ROMA (WSI) – A lanciare la bomba Il Fatto Quotidiano e ancora una volta sotto i riflettori è Bankitalia, accusata di esser pienamente a conoscenza delle operazioni baciate della banca Popolare di Vicenza, fin dal 2012.
A dirlo proprio l’ex vicedirettore della Popolare Paolo Marin che punta il dito contro i vertici dell’istituto che sapevano di quei fidi o prestiti più vantaggiosi offerti in cambio di azioni o obbligazioni subordinate di una banca non quotata a persone fisiche o imprese.

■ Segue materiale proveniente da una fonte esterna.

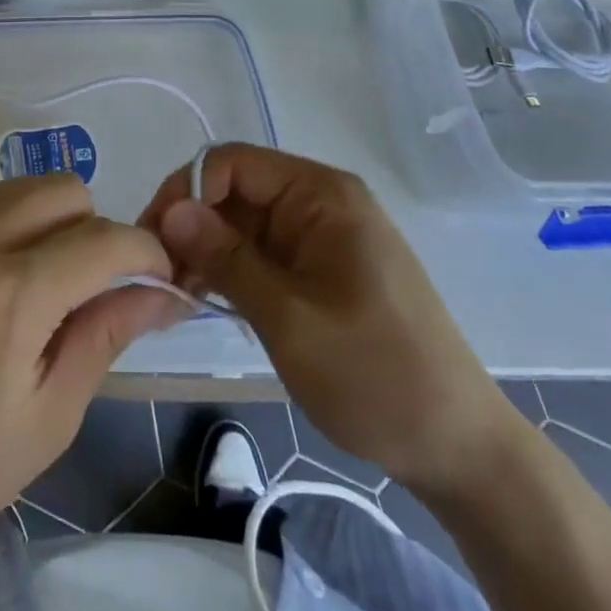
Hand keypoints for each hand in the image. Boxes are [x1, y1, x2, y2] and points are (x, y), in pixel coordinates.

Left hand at [0, 175, 178, 583]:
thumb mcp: (49, 417)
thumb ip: (107, 334)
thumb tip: (164, 291)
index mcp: (8, 295)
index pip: (105, 240)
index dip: (147, 254)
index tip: (161, 281)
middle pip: (65, 190)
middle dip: (97, 230)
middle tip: (93, 290)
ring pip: (22, 190)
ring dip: (52, 224)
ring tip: (43, 288)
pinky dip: (7, 231)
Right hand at [142, 145, 520, 501]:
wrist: (458, 447)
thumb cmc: (376, 377)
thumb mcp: (290, 319)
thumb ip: (227, 259)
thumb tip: (171, 211)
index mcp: (320, 195)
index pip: (233, 163)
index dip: (186, 192)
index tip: (152, 241)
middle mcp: (319, 202)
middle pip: (235, 190)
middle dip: (191, 224)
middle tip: (157, 275)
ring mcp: (321, 235)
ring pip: (243, 222)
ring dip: (206, 250)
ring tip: (176, 293)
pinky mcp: (319, 267)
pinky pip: (261, 251)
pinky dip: (230, 269)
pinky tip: (205, 299)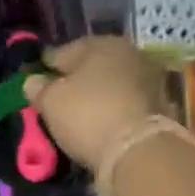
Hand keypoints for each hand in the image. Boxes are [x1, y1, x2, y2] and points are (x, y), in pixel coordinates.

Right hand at [23, 36, 167, 174]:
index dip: (47, 66)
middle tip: (59, 98)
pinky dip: (114, 110)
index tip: (35, 79)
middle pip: (93, 66)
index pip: (64, 51)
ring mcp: (150, 80)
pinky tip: (102, 123)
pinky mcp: (162, 107)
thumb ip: (39, 88)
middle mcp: (130, 54)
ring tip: (80, 114)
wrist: (140, 151)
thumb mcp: (51, 101)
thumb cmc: (88, 115)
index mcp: (101, 44)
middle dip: (76, 80)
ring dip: (98, 95)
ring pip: (113, 84)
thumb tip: (32, 81)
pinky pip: (126, 104)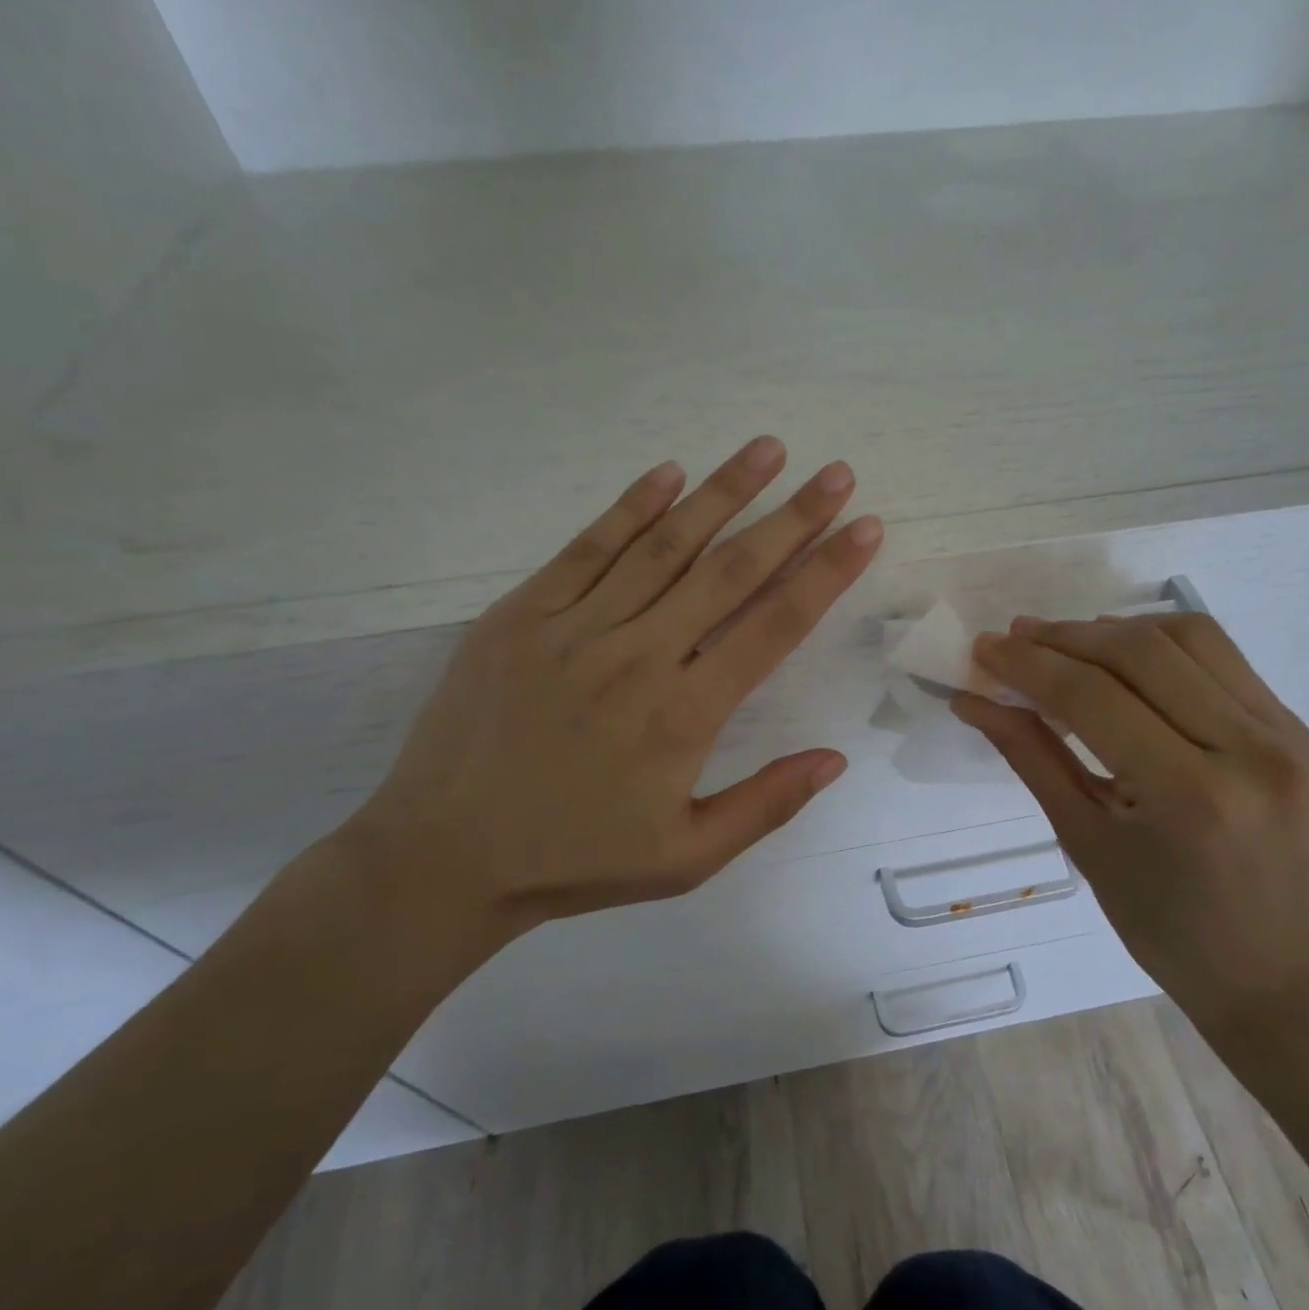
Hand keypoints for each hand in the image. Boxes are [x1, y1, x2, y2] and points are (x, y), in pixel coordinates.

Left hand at [336, 436, 882, 956]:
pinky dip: (630, 507)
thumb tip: (836, 758)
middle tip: (835, 473)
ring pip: (663, 546)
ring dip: (721, 492)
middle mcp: (638, 656)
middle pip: (729, 572)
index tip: (864, 528)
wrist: (443, 857)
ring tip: (768, 448)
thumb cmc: (575, 860)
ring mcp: (573, 629)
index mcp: (684, 714)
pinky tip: (668, 473)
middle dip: (791, 518)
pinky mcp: (520, 616)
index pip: (774, 626)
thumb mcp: (686, 858)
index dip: (826, 573)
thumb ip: (766, 804)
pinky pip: (585, 550)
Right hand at [953, 611, 1308, 1036]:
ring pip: (1186, 636)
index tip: (983, 649)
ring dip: (1113, 630)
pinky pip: (1218, 657)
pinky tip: (1120, 659)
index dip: (1029, 665)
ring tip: (1063, 644)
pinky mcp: (1294, 726)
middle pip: (1139, 652)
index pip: (1093, 698)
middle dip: (1064, 637)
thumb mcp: (1083, 840)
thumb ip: (1029, 756)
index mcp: (1190, 795)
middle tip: (1014, 639)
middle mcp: (1248, 748)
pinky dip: (1158, 643)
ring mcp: (1283, 732)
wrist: (1270, 966)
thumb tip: (974, 700)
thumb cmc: (1161, 923)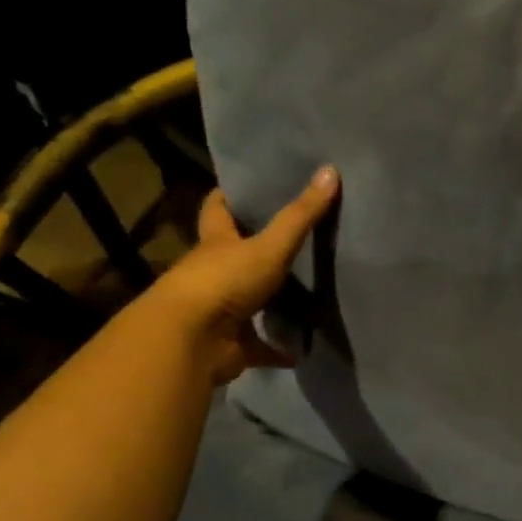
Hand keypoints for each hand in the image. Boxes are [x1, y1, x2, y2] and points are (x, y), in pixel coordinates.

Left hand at [158, 167, 339, 384]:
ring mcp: (221, 311)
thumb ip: (301, 214)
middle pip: (233, 255)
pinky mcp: (232, 345)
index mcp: (216, 244)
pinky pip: (261, 346)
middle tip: (291, 238)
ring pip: (249, 302)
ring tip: (305, 294)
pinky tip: (302, 350)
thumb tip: (330, 170)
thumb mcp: (269, 245)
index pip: (217, 211)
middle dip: (254, 249)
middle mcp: (214, 274)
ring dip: (271, 303)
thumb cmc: (224, 281)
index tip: (246, 187)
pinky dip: (279, 350)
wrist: (191, 341)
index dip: (228, 197)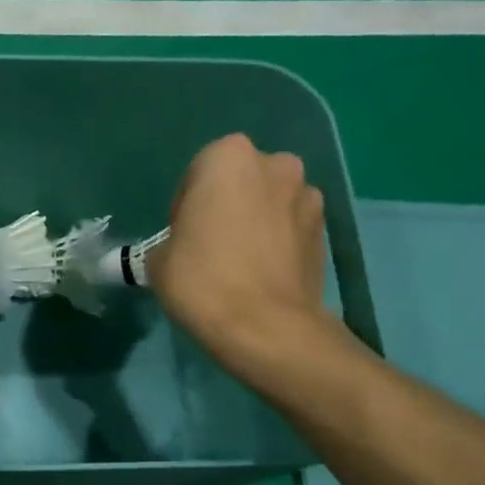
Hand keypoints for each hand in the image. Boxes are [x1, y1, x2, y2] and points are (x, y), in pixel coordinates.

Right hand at [150, 134, 337, 384]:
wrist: (264, 326)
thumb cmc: (202, 280)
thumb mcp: (158, 259)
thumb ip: (171, 239)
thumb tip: (182, 247)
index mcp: (228, 157)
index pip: (198, 171)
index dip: (186, 204)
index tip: (182, 235)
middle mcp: (275, 164)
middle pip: (241, 181)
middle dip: (228, 204)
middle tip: (211, 244)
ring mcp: (308, 196)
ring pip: (271, 202)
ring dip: (257, 221)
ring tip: (240, 263)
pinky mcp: (326, 231)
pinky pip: (291, 229)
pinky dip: (278, 242)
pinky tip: (263, 275)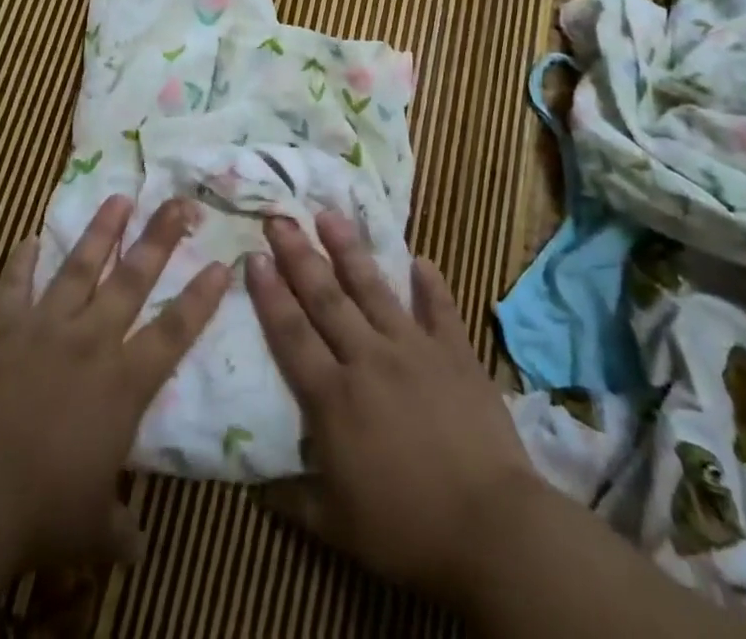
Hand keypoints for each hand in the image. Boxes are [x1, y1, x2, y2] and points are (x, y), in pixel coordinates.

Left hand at [0, 195, 230, 571]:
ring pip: (80, 266)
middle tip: (178, 200)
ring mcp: (44, 326)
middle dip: (159, 237)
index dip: (200, 297)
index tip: (222, 262)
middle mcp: (91, 340)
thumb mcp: (91, 531)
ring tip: (118, 197)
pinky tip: (27, 238)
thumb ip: (120, 528)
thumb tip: (138, 548)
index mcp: (122, 383)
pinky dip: (20, 261)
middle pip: (133, 278)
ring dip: (101, 231)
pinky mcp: (0, 326)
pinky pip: (13, 285)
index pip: (174, 331)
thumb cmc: (40, 510)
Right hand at [247, 212, 545, 606]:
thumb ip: (294, 499)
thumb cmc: (408, 530)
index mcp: (334, 397)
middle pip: (326, 297)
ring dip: (349, 250)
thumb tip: (255, 487)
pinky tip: (422, 259)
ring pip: (374, 289)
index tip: (253, 256)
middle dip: (298, 255)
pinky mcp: (455, 353)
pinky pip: (440, 309)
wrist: (492, 529)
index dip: (270, 295)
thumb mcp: (338, 527)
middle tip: (279, 218)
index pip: (292, 334)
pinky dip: (431, 284)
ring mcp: (414, 349)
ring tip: (330, 214)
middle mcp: (368, 358)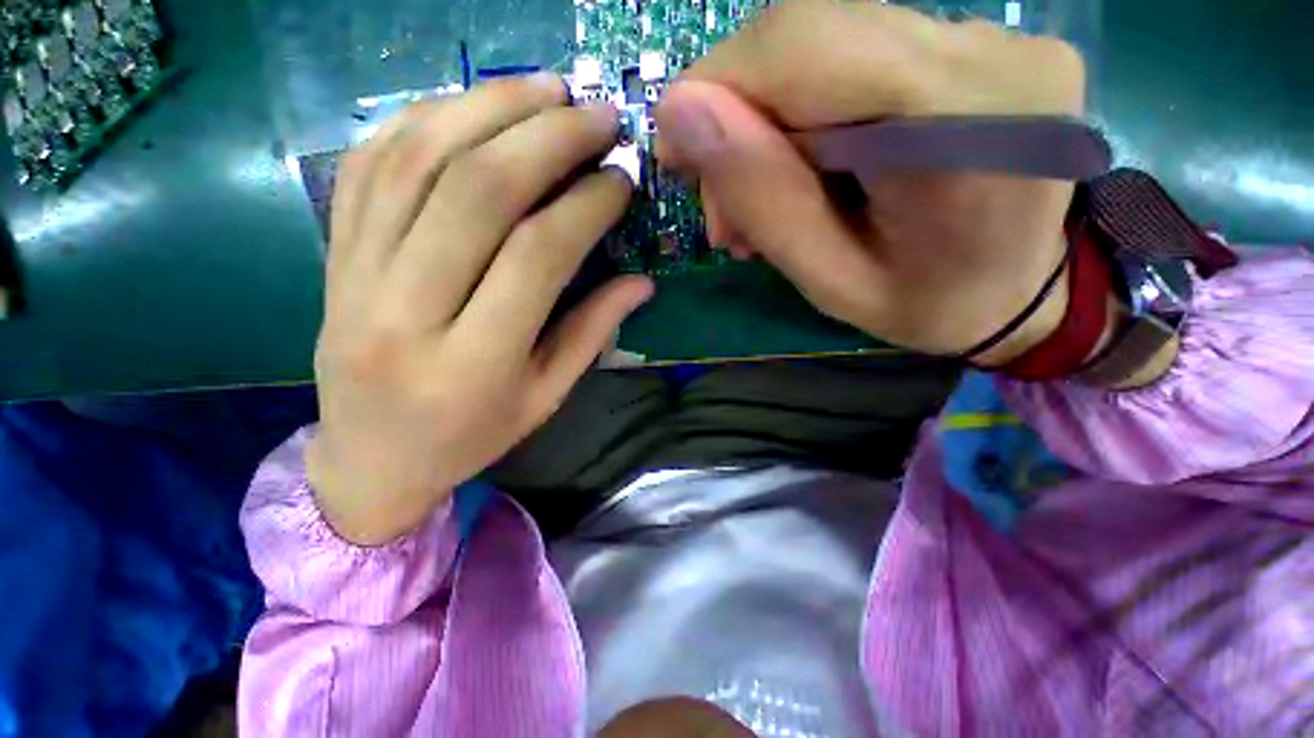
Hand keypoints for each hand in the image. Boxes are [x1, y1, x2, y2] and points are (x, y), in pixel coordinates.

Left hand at [308, 74, 652, 544]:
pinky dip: (423, 120)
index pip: (537, 257)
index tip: (621, 180)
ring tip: (544, 88)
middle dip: (546, 138)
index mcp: (474, 364)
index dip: (586, 206)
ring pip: (418, 161)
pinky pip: (370, 166)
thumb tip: (641, 282)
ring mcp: (355, 277)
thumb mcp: (544, 398)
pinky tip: (471, 105)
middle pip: (477, 193)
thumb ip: (591, 334)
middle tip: (595, 114)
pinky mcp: (333, 256)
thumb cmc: (469, 437)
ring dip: (488, 109)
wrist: (369, 459)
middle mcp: (407, 312)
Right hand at [655, 1, 1085, 361]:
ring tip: (761, 203)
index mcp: (962, 124)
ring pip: (824, 45)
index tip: (678, 155)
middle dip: (739, 119)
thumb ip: (765, 200)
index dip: (715, 88)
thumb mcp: (831, 282)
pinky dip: (807, 114)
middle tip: (724, 207)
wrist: (1022, 295)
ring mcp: (990, 37)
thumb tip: (681, 113)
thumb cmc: (928, 307)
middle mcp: (988, 50)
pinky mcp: (977, 43)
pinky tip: (805, 171)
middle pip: (807, 35)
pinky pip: (856, 57)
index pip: (800, 46)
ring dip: (769, 123)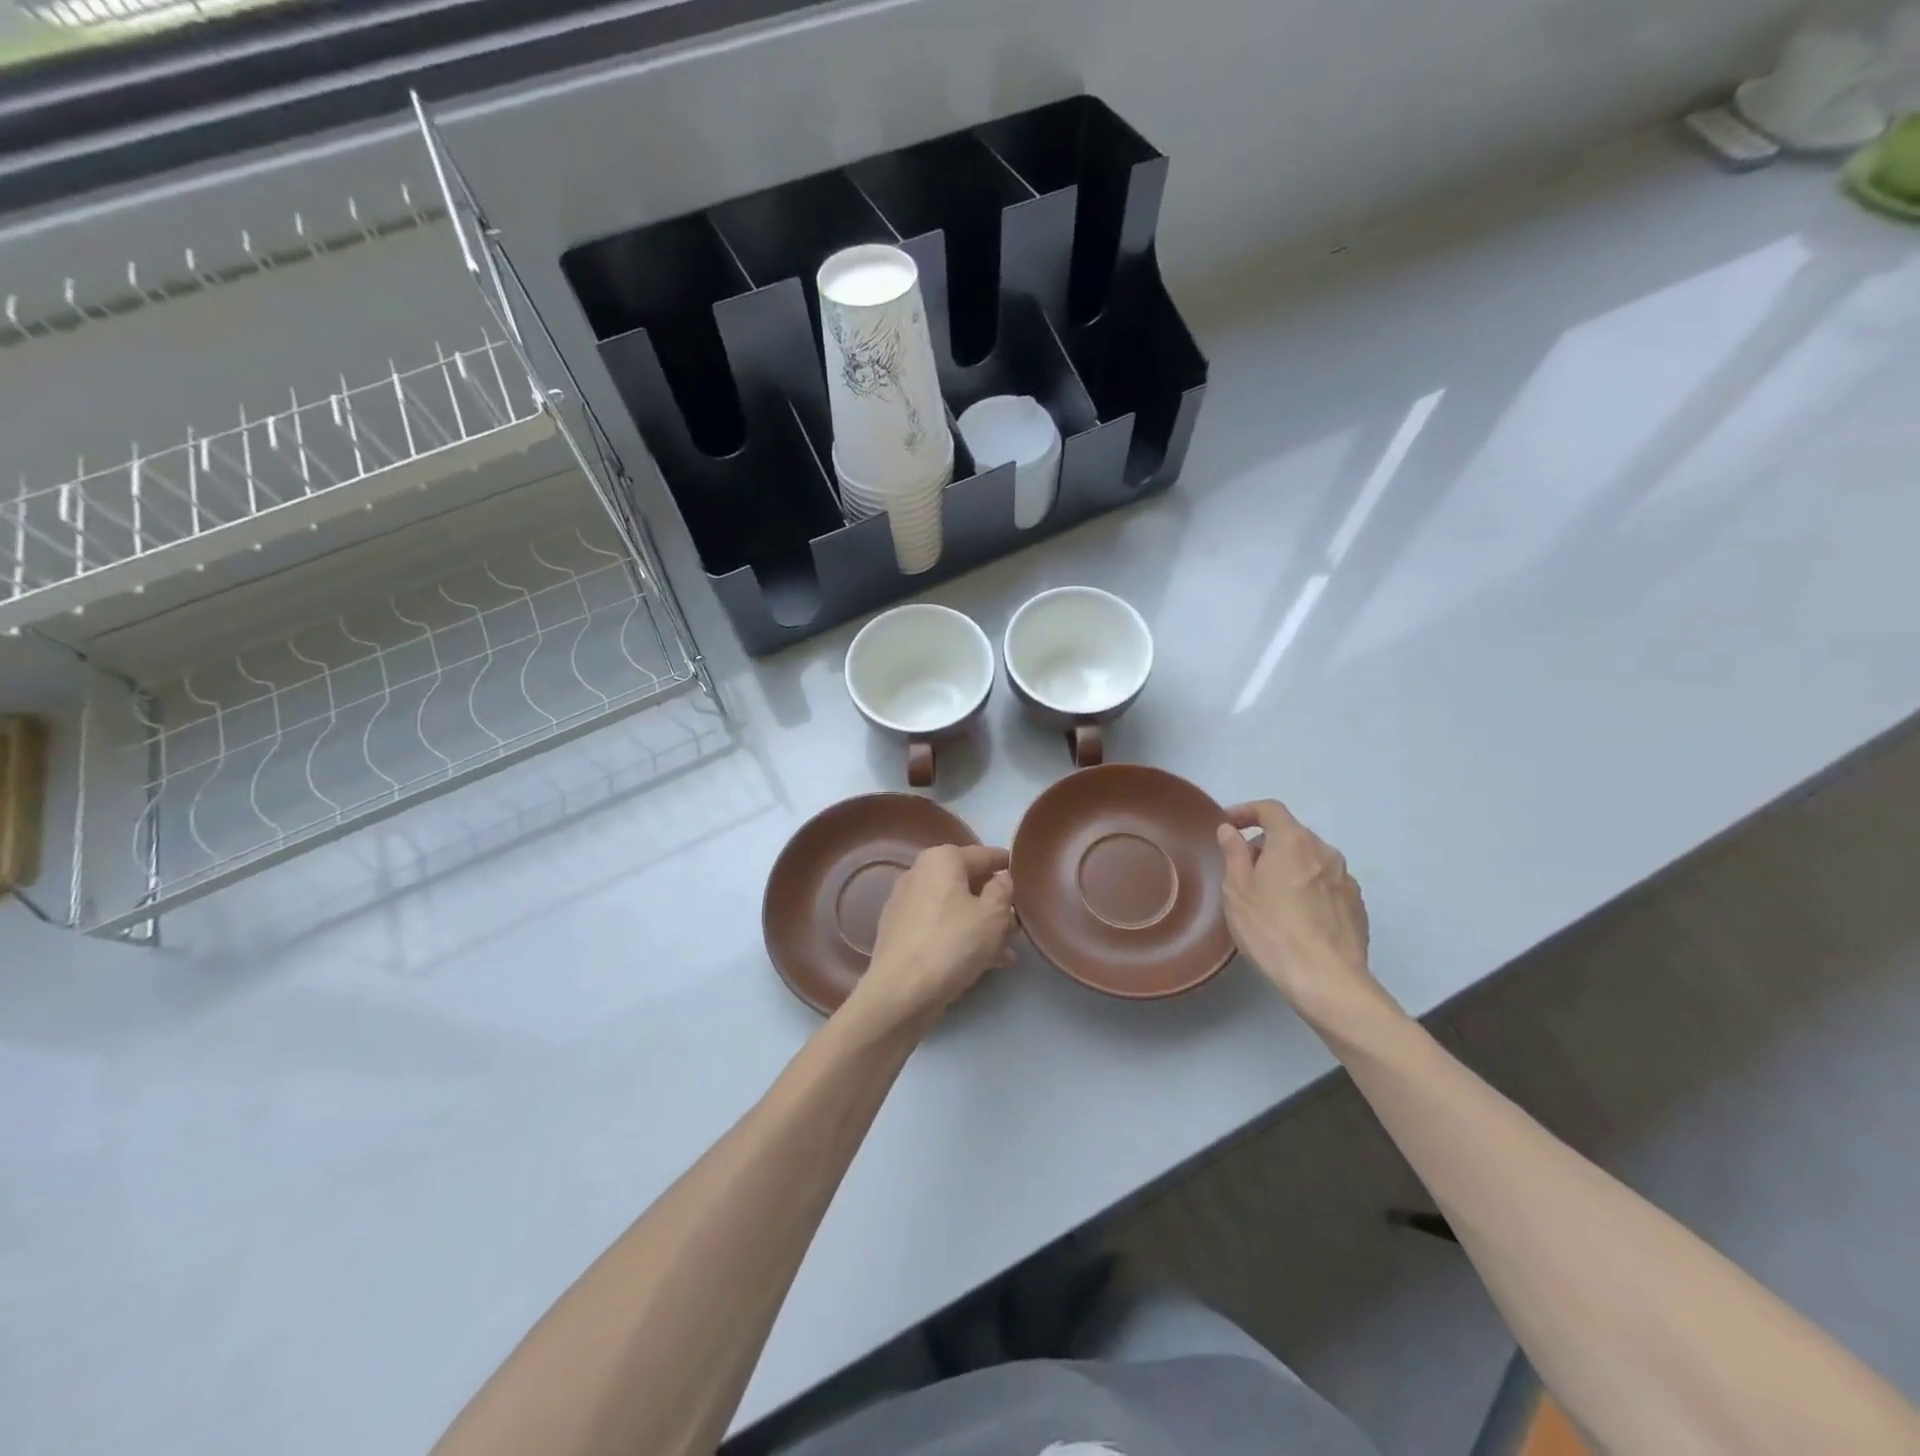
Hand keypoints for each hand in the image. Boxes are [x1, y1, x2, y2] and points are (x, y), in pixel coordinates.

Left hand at [846, 844, 1015, 1033]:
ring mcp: (906, 905)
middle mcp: (919, 874)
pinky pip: (940, 928)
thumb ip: (1003, 891)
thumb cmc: (952, 943)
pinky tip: (987, 962)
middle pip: (967, 882)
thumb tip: (1001, 878)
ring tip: (1009, 947)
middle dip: (994, 901)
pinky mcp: (901, 934)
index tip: (1025, 873)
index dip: (1006, 864)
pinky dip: (962, 938)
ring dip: (982, 924)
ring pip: (955, 908)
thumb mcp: (993, 915)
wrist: (900, 991)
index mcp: (941, 860)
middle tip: (1020, 918)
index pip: (983, 854)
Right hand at [1216, 801, 1395, 1032]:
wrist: (1326, 979)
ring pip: (1310, 861)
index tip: (1229, 825)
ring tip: (1271, 898)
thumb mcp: (1237, 889)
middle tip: (1244, 870)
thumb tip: (1231, 830)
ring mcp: (1346, 879)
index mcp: (1293, 841)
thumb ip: (1234, 852)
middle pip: (1291, 835)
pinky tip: (1297, 918)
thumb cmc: (1271, 929)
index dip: (1247, 811)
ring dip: (1289, 868)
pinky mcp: (1357, 905)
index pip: (1270, 809)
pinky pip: (1326, 885)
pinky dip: (1308, 889)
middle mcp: (1325, 851)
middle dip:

Una concessione di linee di credito che ha il sapore di un vero e proprio ricatto e tramite cui il valore di un’azione di Banca Popolare di Vicenza era arrivata a crescere da 16 a 62 euro. Inoltre, come sottolinea Il Fatto, per i territori in cui le due banche operavano la beffa è stata doppia, anzi tripla.
“In un battito di ciglia si sono ritrovati senza linee di credito, con le casseforti piene di azioni e obbligazioni subordinate che valevano carta straccia e con l’incubo pendente che quei loro crediti in sofferenza siano ceduti ad avvoltoi pronti a prendersi le garanzie reali di quei fidi e di quei prestiti – leggi: case e capannoni – a prezzi di saldo. Se l’Italia è in vendita, il Veneto rischia di essere l’outlet, tanto per essere chiari”.
Secondo l’ex vicedirettore della Pop Vicenza sia il governatore di Bankitalia Ignazio Visco che il capo della vigilanza Carmelo Barbagallo – che hanno sempre detto di aver scoperto le operazioni baciate di Banca Popolare di Vicenza solo il 26 febbraio del 2015 – erano già a conoscenza di tali operazioni e non hanno fatto nulla.
Un’accusa quella di Marin che è confermata anche dall’ispezione fatta dalla Consob, tra marzo 2015 e febbraio 2016 in cui si legge, dice Il Fatto, che le operazioni baciate andavano avanti dal 2009 e che in PopVi lo sapevano tutti i funzionari operativi?